Work request: Examine each line of the data. Copy those that contain the string "dead".

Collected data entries
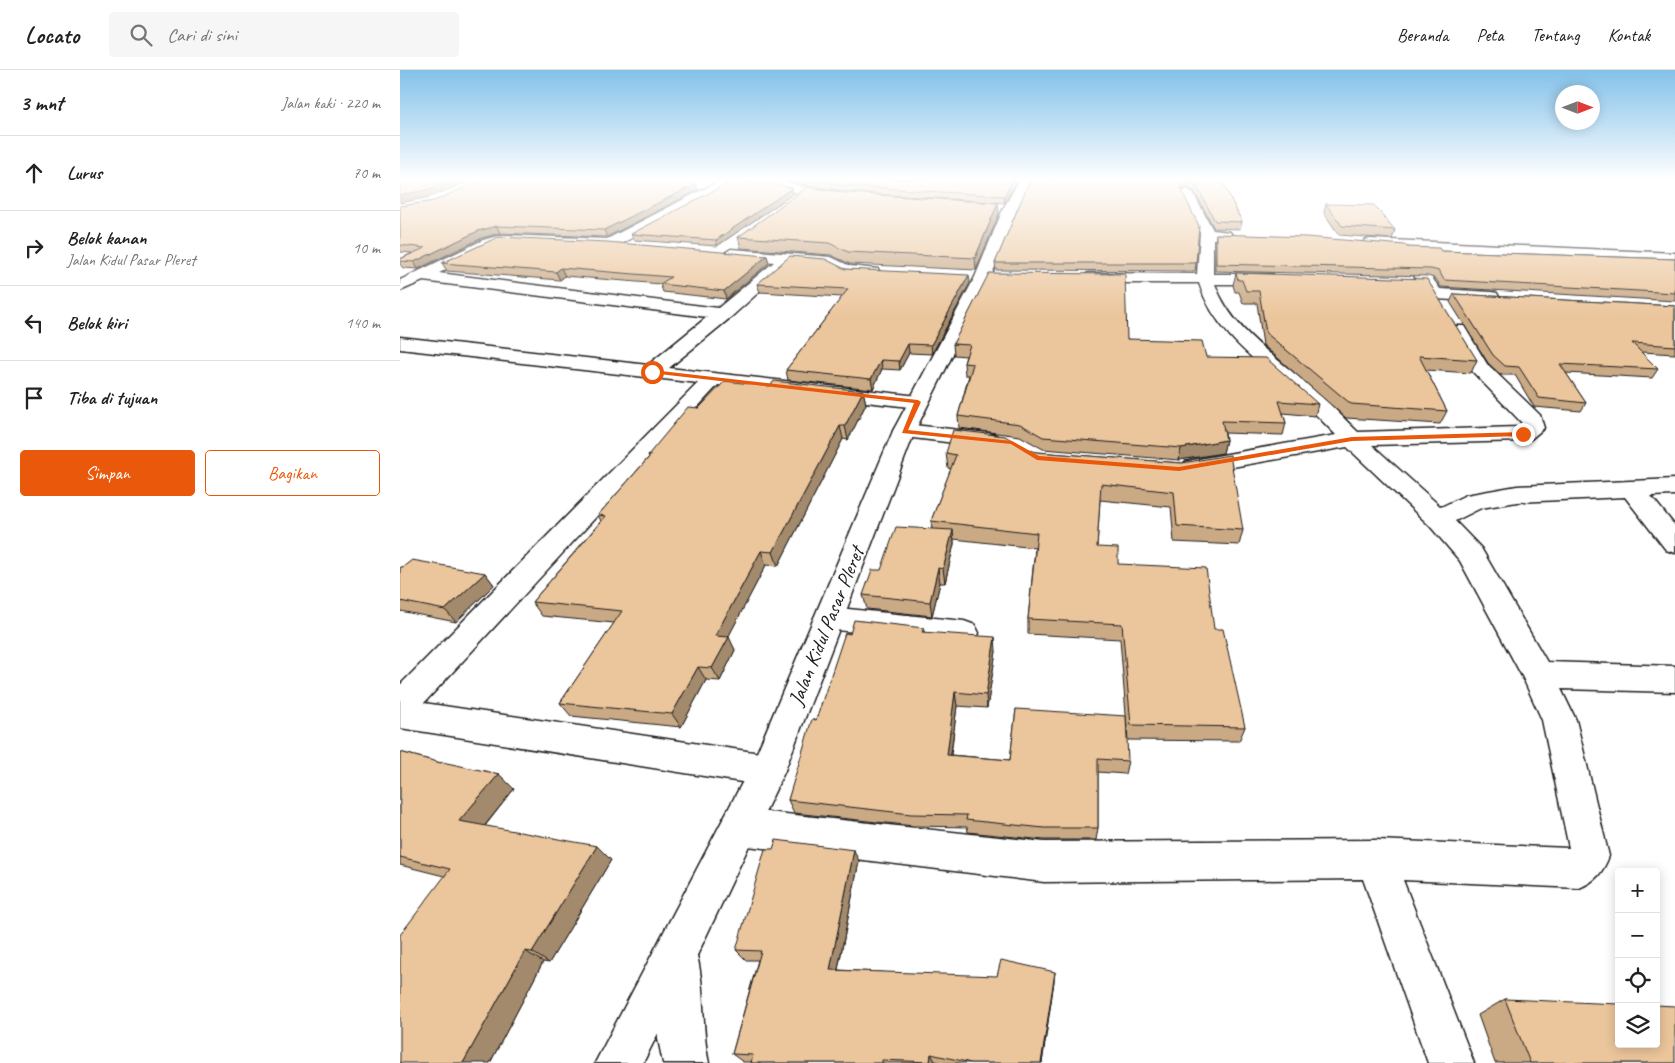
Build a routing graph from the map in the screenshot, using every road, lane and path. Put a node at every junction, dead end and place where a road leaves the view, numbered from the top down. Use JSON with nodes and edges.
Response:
{"nodes":[{"id":1,"x":644,"y":225,"type":"edge"},
{"id":2,"x":1005,"y":225,"type":"edge"},
{"id":3,"x":1214,"y":225,"type":"edge"},
{"id":4,"x":1354,"y":241,"type":"edge"},
{"id":5,"x":737,"y":242,"type":"dead end"},
{"id":6,"x":610,"y":244,"type":"junction"},
{"id":7,"x":1402,"y":246,"type":"junction"},
{"id":8,"x":638,"y":247,"type":"edge"},
{"id":9,"x":786,"y":260,"type":"junction"},
{"id":10,"x":1672,"y":260,"type":"edge"},
{"id":11,"x":886,"y":273,"type":"edge"},
{"id":12,"x":422,"y":276,"type":"junction"},
{"id":13,"x":1074,"y":278,"type":"edge"},
{"id":14,"x":1204,"y":278,"type":"junction"},
{"id":15,"x":1290,"y":280,"type":"edge"},
{"id":16,"x":1405,"y":283,"type":"edge"},
{"id":17,"x":400,"y":286,"type":"edge"},
{"id":18,"x":1432,"y":289,"type":"junction"},
{"id":19,"x":1505,"y":298,"type":"edge"},
{"id":20,"x":724,"y":314,"type":"junction"},
{"id":21,"x":400,"y":343,"type":"edge"},
{"id":22,"x":652,"y":372,"type":"junction"},
{"id":23,"x":713,"y":379,"type":"junction"},
{"id":24,"x":918,"y":402,"type":"junction"},
{"id":25,"x":904,"y":431,"type":"junction"},
{"id":26,"x":1352,"y":439,"type":"junction"},
{"id":27,"x":1012,"y":443,"type":"edge"},
{"id":28,"x":1169,"y":468,"type":"edge"},
{"id":29,"x":1675,"y":487,"type":"edge"},
{"id":30,"x":1632,"y":489,"type":"junction"},
{"id":31,"x":1438,"y":519,"type":"junction"},
{"id":32,"x":1675,"y":544,"type":"edge"},
{"id":33,"x":829,"y":618,"type":"junction"},
{"id":34,"x":964,"y":633,"type":"edge"},
{"id":35,"x":1538,"y":675,"type":"junction"},
{"id":36,"x":1675,"y":679,"type":"edge"},
{"id":37,"x":400,"y":707,"type":"edge"},
{"id":38,"x":400,"y":714,"type":"edge"},
{"id":39,"x":767,"y":770,"type":"junction"},
{"id":40,"x":739,"y":827,"type":"junction"},
{"id":41,"x":1376,"y":859,"type":"junction"},
{"id":42,"x":677,"y":952,"type":"junction"},
{"id":43,"x":618,"y":1063,"type":"edge"},
{"id":44,"x":686,"y":1063,"type":"edge"},
{"id":45,"x":1451,"y":1063,"type":"edge"}],
"edges":[{"from":1,"to":6,"type":"street"},
{"from":2,"to":24,"type":"street","name":"Jalan Kidul Pasar Pleret"},
{"from":3,"to":14,"type":"street"},
{"from":4,"to":7,"type":"street"},
{"from":5,"to":9,"type":"street"},
{"from":6,"to":8,"type":"street"},
{"from":6,"to":12,"type":"street"},
{"from":7,"to":10,"type":"street"},
{"from":7,"to":18,"type":"street"},
{"from":9,"to":11,"type":"street"},
{"from":9,"to":20,"type":"street"},
{"from":12,"to":17,"type":"street"},
{"from":12,"to":20,"type":"street"},
{"from":13,"to":14,"type":"street"},
{"from":14,"to":15,"type":"street"},
{"from":14,"to":26,"type":"street"},
{"from":16,"to":18,"type":"street"},
{"from":18,"to":19,"type":"street"},
{"from":18,"to":26,"type":"street"},
{"from":20,"to":22,"type":"street"},
{"from":21,"to":22,"type":"street"},
{"from":22,"to":23,"type":"street"},
{"from":23,"to":24,"type":"street"},
{"from":23,"to":37,"type":"street"},
{"from":24,"to":25,"type":"street","name":"Jalan Kidul Pasar Pleret"},
{"from":25,"to":27,"type":"street"},
{"from":25,"to":33,"type":"street","name":"Jalan Kidul Pasar Pleret"},
{"from":26,"to":28,"type":"street"},
{"from":26,"to":31,"type":"street"},
{"from":29,"to":30,"type":"street"},
{"from":30,"to":31,"type":"street"},
{"from":30,"to":32,"type":"street"},
{"from":31,"to":35,"type":"street"},
{"from":33,"to":34,"type":"street"},
{"from":33,"to":39,"type":"street","name":"Jalan Kidul Pasar Pleret"},
{"from":35,"to":36,"type":"street"},
{"from":35,"to":41,"type":"street"},
{"from":38,"to":39,"type":"street"},
{"from":39,"to":40,"type":"street","name":"Jalan Kidul Pasar Pleret"},
{"from":40,"to":41,"type":"street"},
{"from":40,"to":42,"type":"street","name":"Jalan Kidul Pasar Pleret"},
{"from":41,"to":45,"type":"street"},
{"from":42,"to":43,"type":"street","name":"Jalan Kidul Pasar Pleret"},
{"from":42,"to":44,"type":"street"}]}
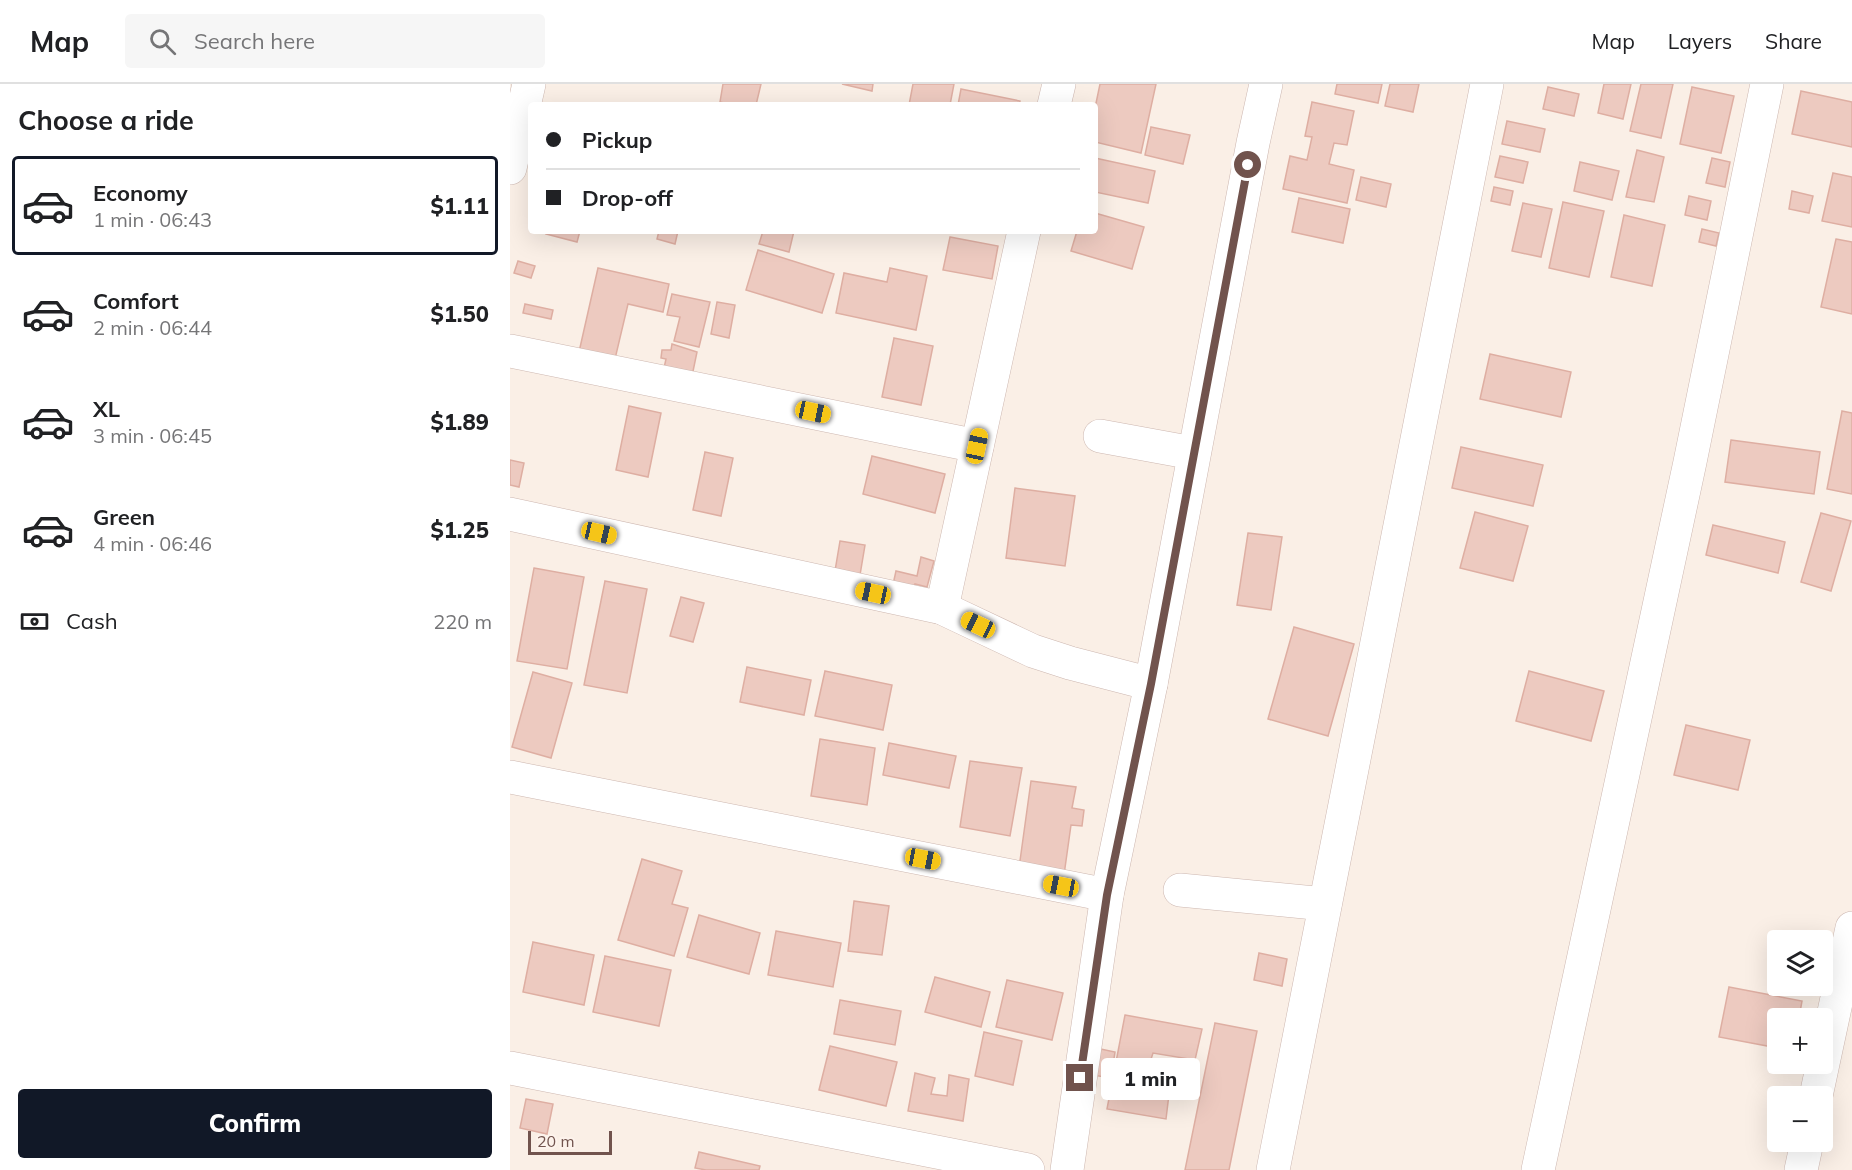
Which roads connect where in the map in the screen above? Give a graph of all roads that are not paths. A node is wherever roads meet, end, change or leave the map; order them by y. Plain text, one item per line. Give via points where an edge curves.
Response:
1 (1059, 84) edge
2 (1266, 84) edge
3 (1487, 84) edge
4 (1767, 84) edge
5 (1055, 102) edge
6 (528, 115) edge
7 (510, 168) edge
8 (1023, 234) edge
9 (510, 351) edge
10 (1100, 436) dead end
11 (977, 446) junction
12 (1193, 453) junction
13 (510, 514) edge
14 (942, 608) junction
15 (1151, 684) junction
16 (510, 777) edge
17 (1180, 890) dead end
18 (1107, 895) junction
19 (1325, 904) junction
20 (1852, 928) edge
21 (510, 1068) edge
22 (1818, 1086) edge
23 (1805, 1152) edge
24 (1028, 1170) edge
25 (1067, 1170) edge
26 (1273, 1170) edge
27 (1538, 1170) edge
28 (1801, 1170) edge

1 - 5 street
2 - 12 street
3 - 19 street
4 - 27 street
6 - 7 street
8 - 11 street
9 - 11 street
10 - 12 street
11 - 14 street
12 - 15 street
13 - 14 street
14 - 15 street via 1033,651
15 - 18 street
16 - 18 street
17 - 19 street
18 - 25 street
19 - 26 street
20 - 22 street
21 - 24 street
23 - 28 street

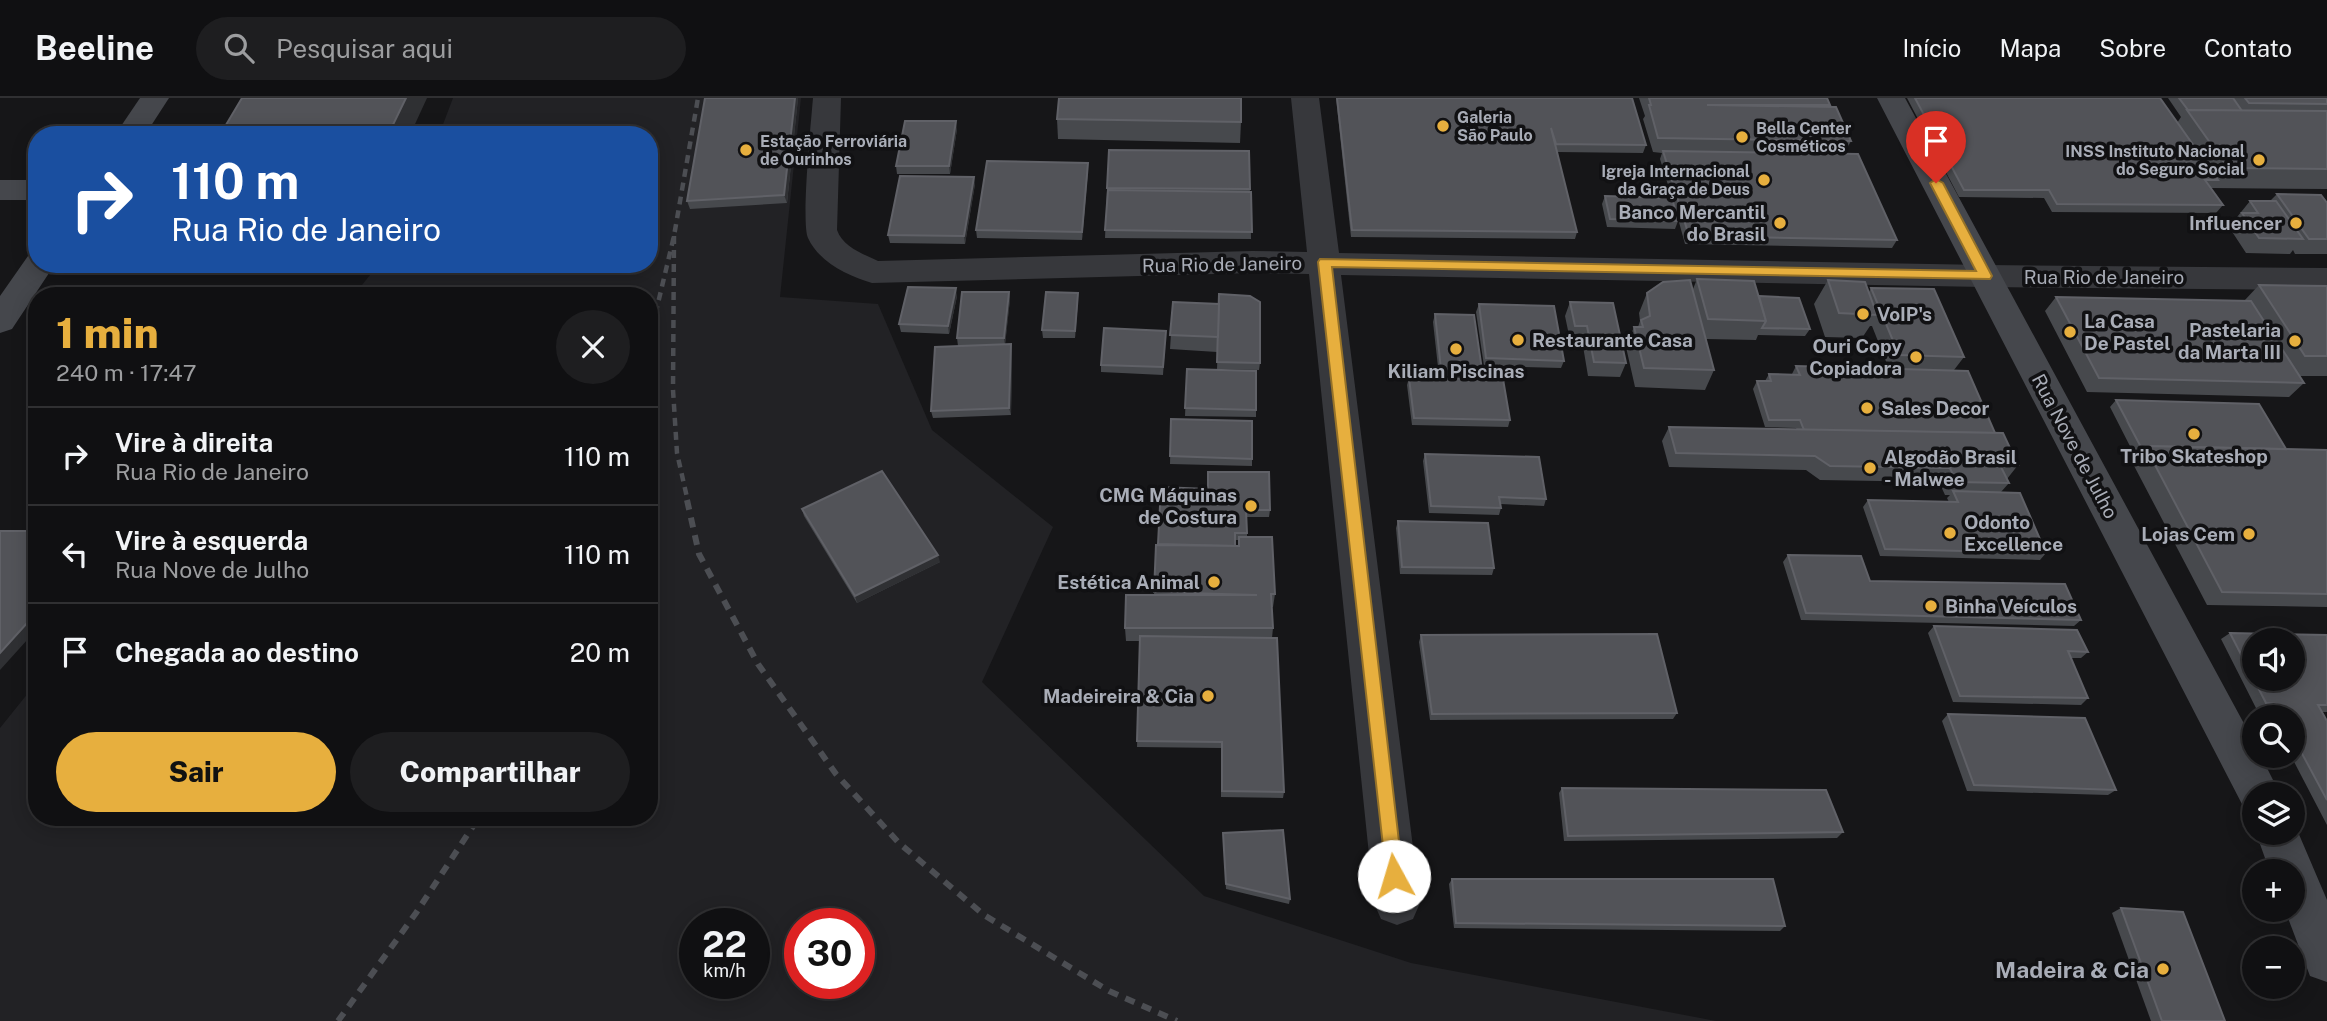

Reply:
Build a routing graph from the map in the screenshot, using every road, lane and path. Put a node at every junction, dead end and place where a road leaves the view, numbered from the top down. Use JSON with nodes and edges.
{"id":5,"x":737,"y":242,"type":"dead end"},
10 (1100, 436) dead end
17 (1180, 890) dead end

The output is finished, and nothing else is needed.